How Does Japanese Music Differ From That Of The West?

At first, everything about Japanese music seems opposed to the sense of westerners. If one listens to the famous Entenraku (literally, music that was brought from heaven), a classic tune from the composer Gagaku, there is little reference to what most people's ears are used to. The pace can be immensely stretched, so that the melody itself cannot be identified immediately.

One hears, besides muffled drumbeats, a Hichiriki flute intoning, before the other instruments, such as mouth organ and the Sho-ryuteki gradually join in. The melody is imbedded in the high-sounding tones of the Sho and the broken chords of the strings. The slightly blurred and pitchy sound complexes have a glittering brilliance similar to the view in bright sunlight.

This music has a long tradition, and the rhythm is free, which makes the Japanese music flow organically. The thematic material is not converted, and the musical process is the unfolding of the melody. Thus, the music glides from one sound to another, and the subtle instrumental tunes seem to mingle with each other. The impression and experience of this is sublime, extraordinary and strict. The name Gagaku translates into elegant, refined music, which is so elaborated that its cryptic design only a trained listener can tell.

The hieratic severity, which does not preclude the appearance of fictitious music has already fascinated European composers. One French composer has created quite a similar sound in his piece Sept Haikai. Also, his student, wished to accomplish something alike. He even composed in 1977 a theme for the Imperial Gagaku Orchestra of Tokyo. This melody was played by Western instruments, and he arranged this so cleverly that the original Asian sound remained intact.

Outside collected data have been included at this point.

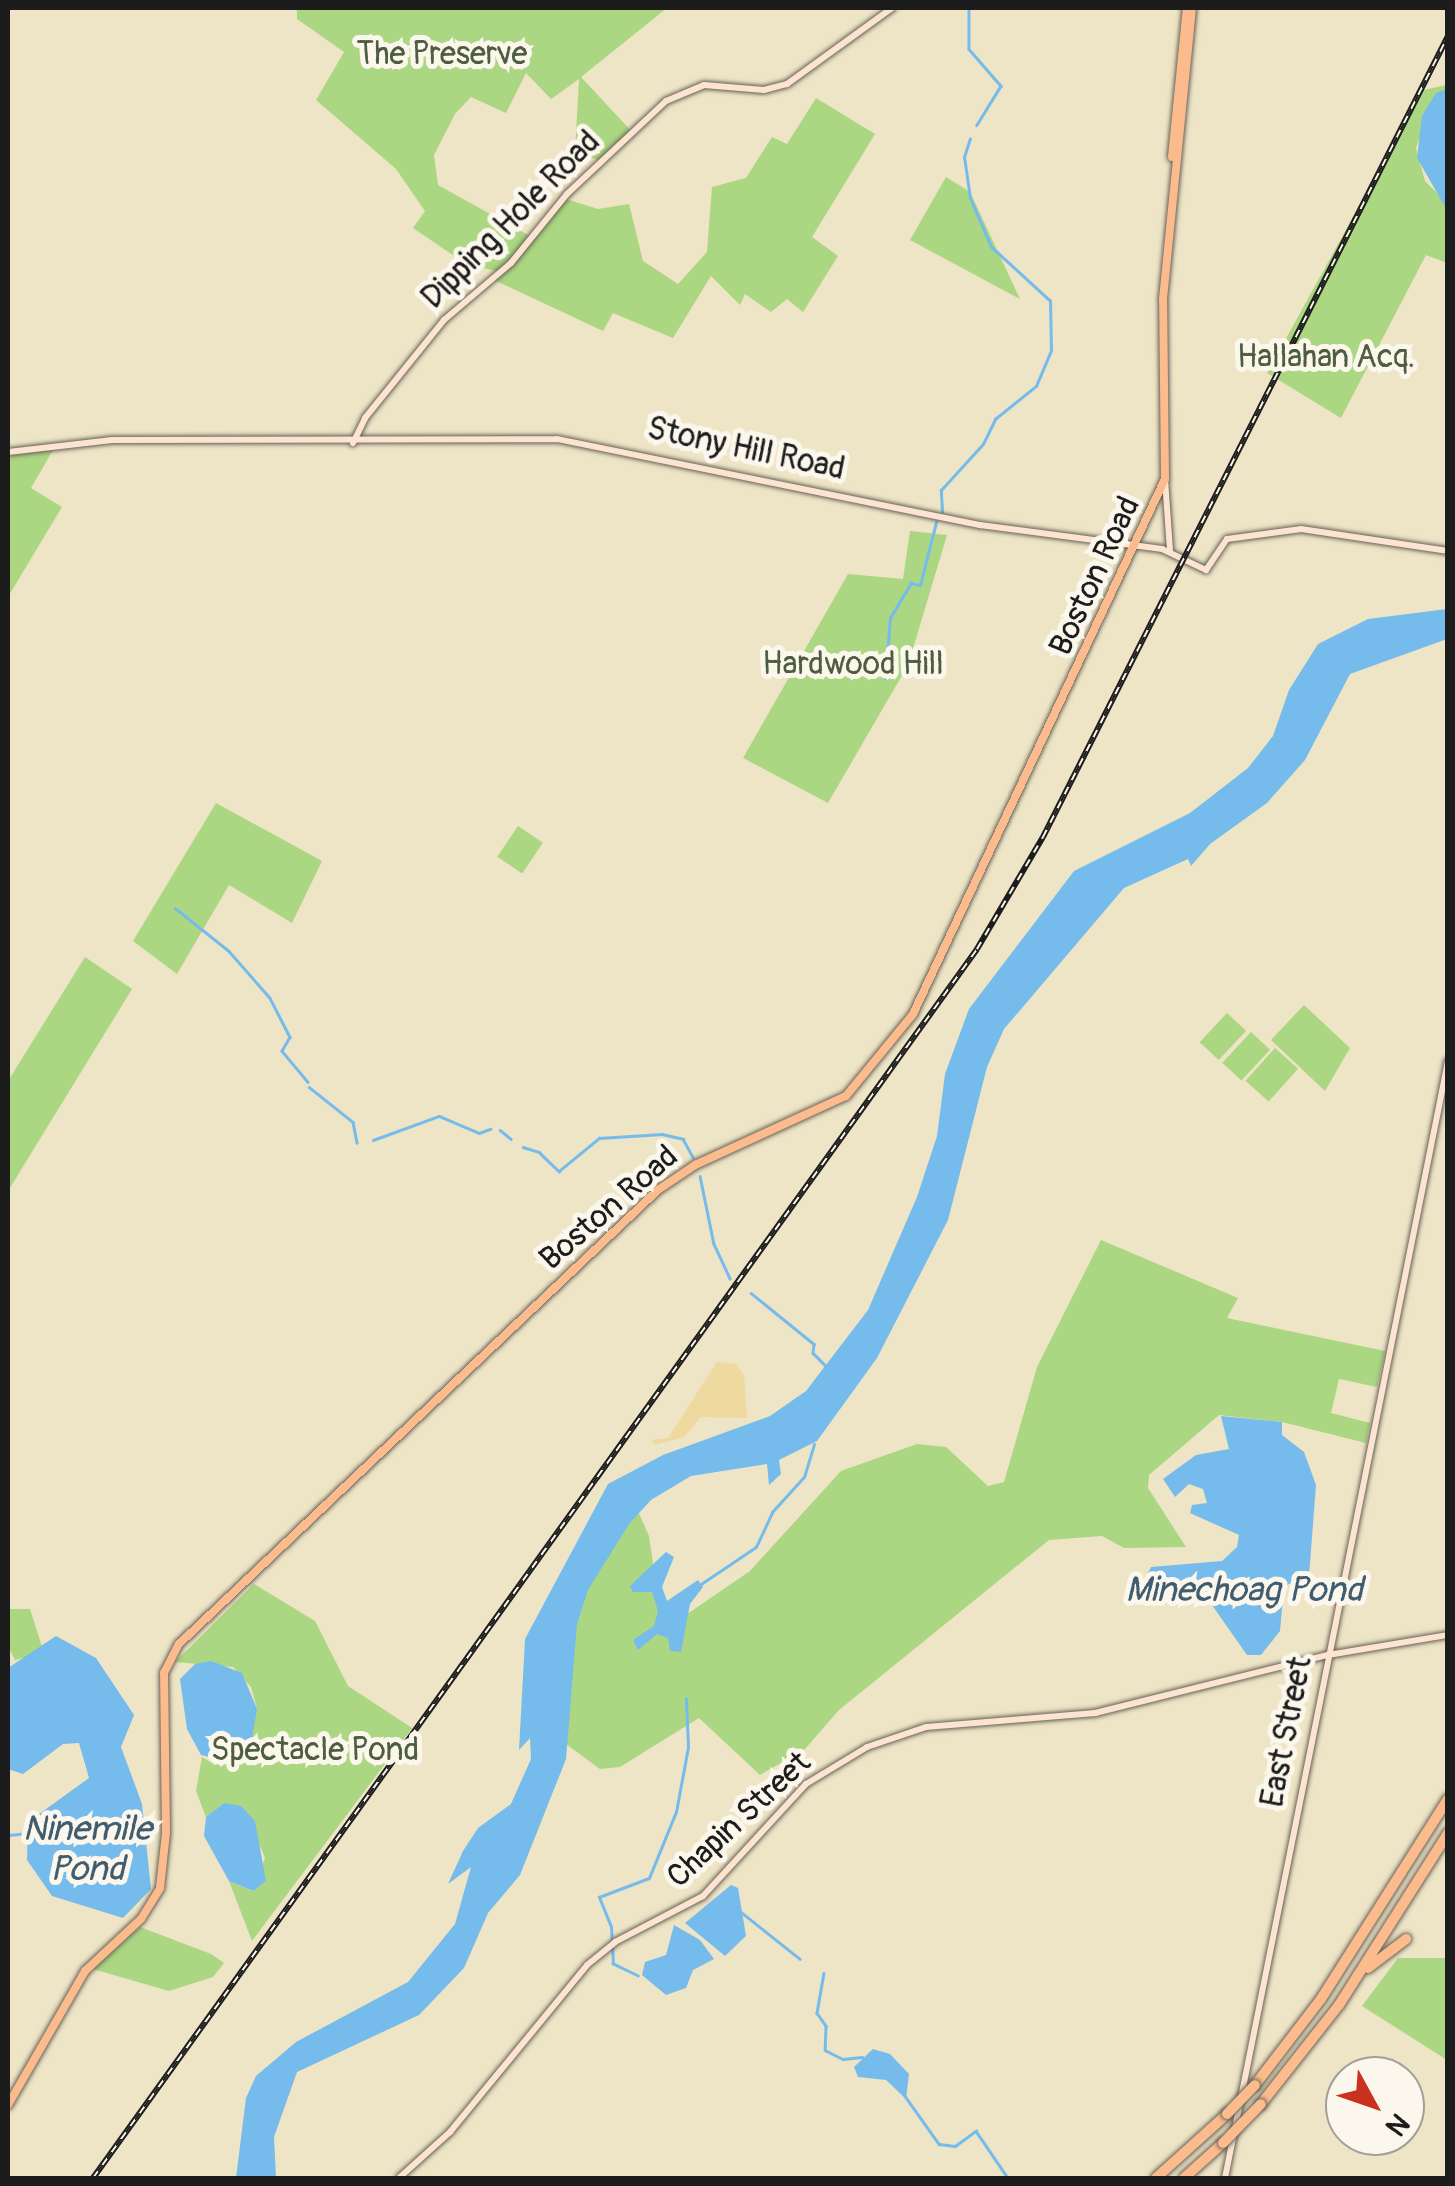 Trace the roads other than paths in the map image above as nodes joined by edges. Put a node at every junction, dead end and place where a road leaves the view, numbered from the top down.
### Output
1 (892, 8) edge
2 (1190, 8) edge
3 (354, 443) junction
4 (8, 452) edge
5 (1165, 479) junction
6 (1136, 547) junction
7 (1448, 550) edge
8 (1170, 552) junction
9 (1448, 1061) edge
10 (1448, 1635) edge
11 (1328, 1655) junction
12 (1448, 1796) edge
13 (1429, 1812) dead end
14 (1448, 1833) edge
15 (1406, 1939) dead end
16 (1341, 1956) dead end
17 (1348, 1992) junction
18 (1301, 2026) junction
19 (8, 2104) edge
20 (398, 2178) edge
21 (1156, 2178) edge
22 (1184, 2178) edge
23 (1225, 2178) edge

1 - 3 main road, Dipping Hole Road
2 - 5 main road, Boston Road
3 - 4 main road, Stony Hill Road
3 - 6 main road, Stony Hill Road
5 - 6 main road, Boston Road
5 - 8 main road
6 - 8 main road, Stony Hill Road
6 - 19 main road, Boston Road
7 - 8 main road, Stony Hill Road
9 - 11 main road, East Street
10 - 11 main road, Chapin Street
11 - 20 main road, Chapin Street
11 - 23 main road, East Street
12 - 13 highway
12 - 18 highway
14 - 17 highway
15 - 17 highway
16 - 18 highway
17 - 22 highway, bridge
18 - 21 highway, bridge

Indeed, the fascination of this remote Japanese sound is understandable. Essential to the Japanese culture is the proximity to nature. In fact, the musical arts and poetry are not to be separated from it. When one listens to the Shakuhachi bamboo flute, one can hardly think of anything else but the labor of the howling wind and rushing water. This happens due to the relative quiet sound of an extremely contemplative instrument with a rich palette of tone colors.

That the instrument is traditionally only played during Buddhistic ceremonies, but never in concerts for other listener, one can guess almost immediately. Western music differs a lot, as it seems louder and more bizarre than Asian sounds.
However, here, too, one can notice the high pitched quality of instruments and voices. Something magical happens though when one combines those two music styles. Basis for many of those pieces are crisp and tart sounds of the Koto, a zither, which spreads a mysterious charm.

The yodeling tunes from a Japanese singer appear at first odd to Western ears. The impression is underscored by the many glissandos and portamenti; the swinging sound frequency of the Koto. However, the classical Western music becomes more and more popular in Japan. Tokyo alone has nine symphony orchestras that play everything - from the Baroque period to contemporary music. Similar, there are many Western ensembles playing with Japanese instruments.

It is a pity that the Japanese music is hardly known in the Western world. Certainly, the tunes may sound unusual and funny at first, but once one gets used to it the melodies turn out to be deeply moving. Japanese music appears to be based on the feelings of the musician and has a more profound meaning than first expected.